Haro sur la prise en otage du droit et de la morale
Ce débat autour des protestations contre le travail de la CENI prend des tournures de plus en plus malsaines et même immorales en ce qu’on se demande si l’on n’assiste, tout simplement, pas à un déni de démocratie et du droit qui la sous-tend. En effet, tout semble indiquer que les esprits sont calés sur une logique claire : l’alternance, quoi qu’il en coûte, doit impérativement être consacrée par la victoire électorale incontournable d’un candidat de l’opposition qui doit également remporter la majorité au Parlement. Toute forme de résultat différent ne serait que le produit d’une tricherie. Autant pour ce qui est de tout acte posé ou à poser tout au long du processus électoral pour lequel cette logique octroie tous les droits aux vainqueurs déjà pré-élus.
Sur le cas particulier de Jean-Pierre Bemba, le débat sur le motif du rejet de sa candidature vire carrément en une sorte de mascarade, sinon à un formalisme juridique plutôt plat, du fait que ce formalisme tend à expurger tout contenu du chef d’accusation qui a conduit à sa condamnation définitive à la CPI. Cette querelle de sémantique cache mal l’hypocrisie des défenseurs d’une différence entre la subornation et la corruption, pour la simple raison que ces deux concepts sont distinctement qualifiés comme infraction par le code pénal congolais.
Exit donc cette grave signification d’une subornation de témoins pour un candidat qui, pourtant, aspire aux plus hautes fonctions étatiques. L’on veut, en effet, que les Congolais ne s’intéressent pas au fait que ce candidat à ce genre de fonctions, qui vont faire de lui le « magistrat suprême », n’aie aucun compte à rendre ni des explications à donner sur la vraie dimension d’une telle infraction qui, en fait, a consisté en une atteinte à l’administration de la justice. L’on veut aussi que les Congolais se bloquent intellectuellement sur cette évidence selon laquelle la subornation fait partie intégrante de la définition de la corruption. Tout ceci pour satisfaire les ambitions d’un individu que l’on veut maladroitement confondre avec l’intérêt supérieur de la Nation.
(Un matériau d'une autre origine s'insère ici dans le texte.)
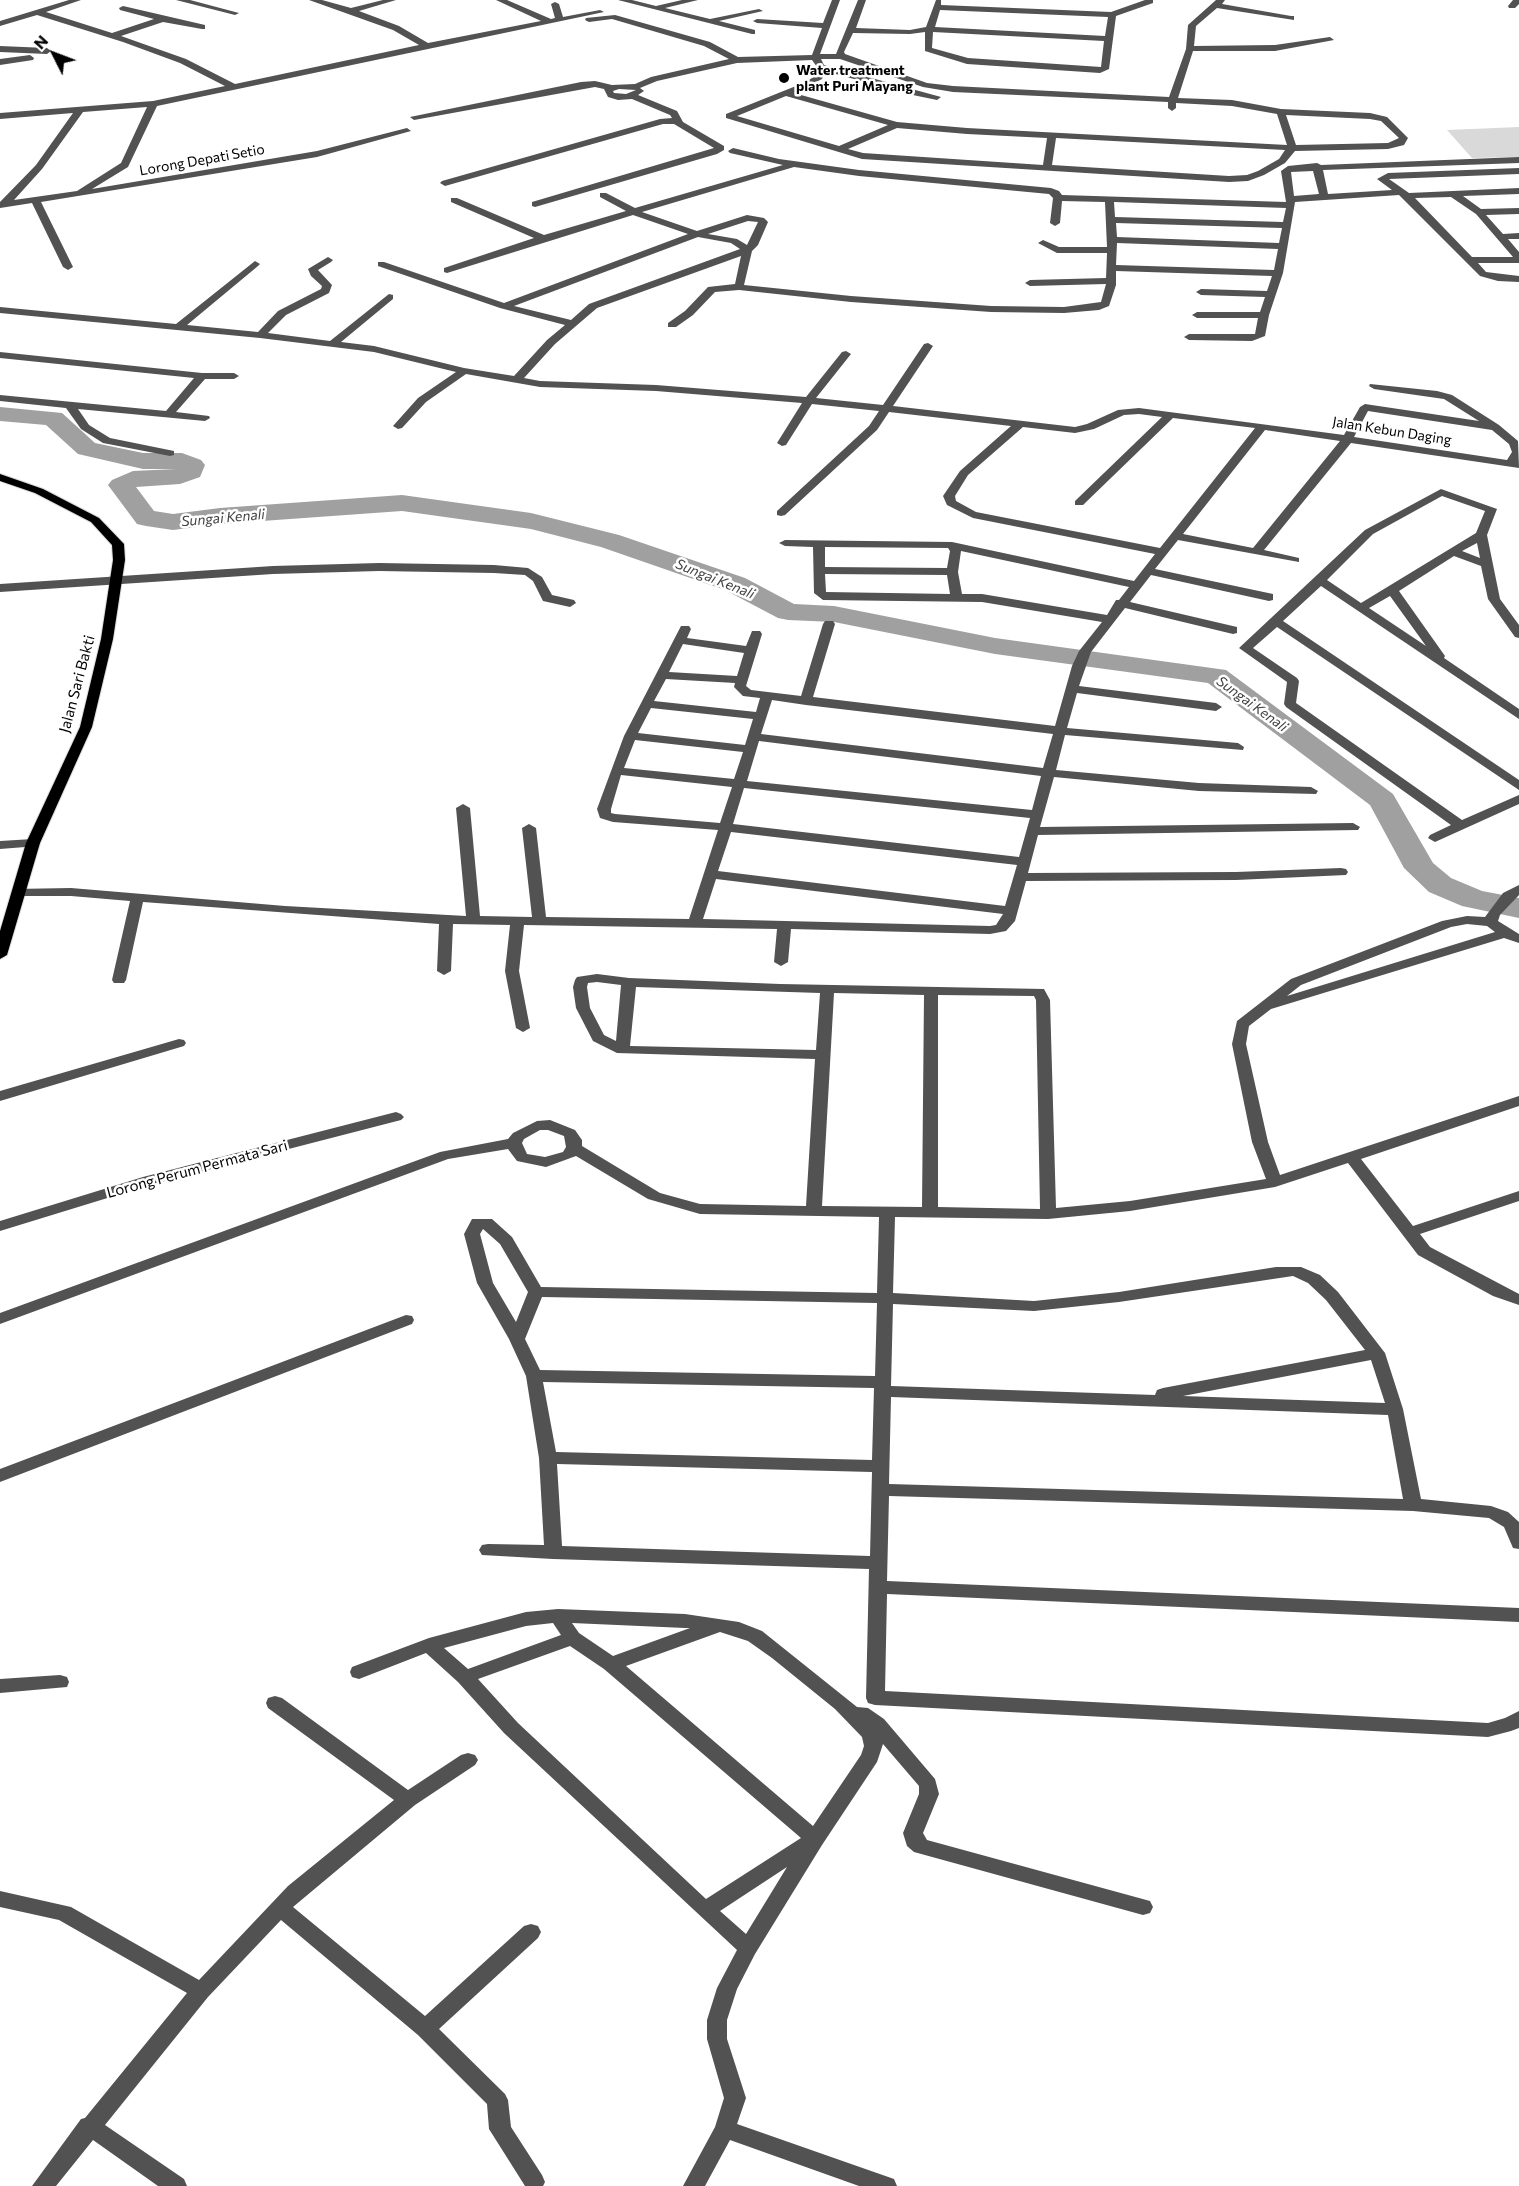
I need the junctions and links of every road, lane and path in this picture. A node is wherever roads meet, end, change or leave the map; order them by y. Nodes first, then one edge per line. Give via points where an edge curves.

Ces actes délictueux et immoraux qui doivent inspirer modestie et pudeur
Ce que les thuriféraires de JP Bemba ne sauront, cependant, pas faire oublier aux Congolais, c’est ce parcours parsemé d’irrégularités et de violations diverses aussi bien des lois que des règles de moralité publique qui feraient qu’en toute pudeur, le concerné aurait fait œuvre utile, au nom de la société et ses codes de fonctionnement, en adoptant un profil bas et ainsi en se gardant de se présenter aux élections. En effet :
- Lorsqu’en menant sa rébellion, qui était une atteinte à la sûreté de l’Etat, JP Bemba en est arrivé à envoyer ses milices s’immiscer dans un conflit interne à un Etat tiers, il s’était rendu coupable de mercenariat.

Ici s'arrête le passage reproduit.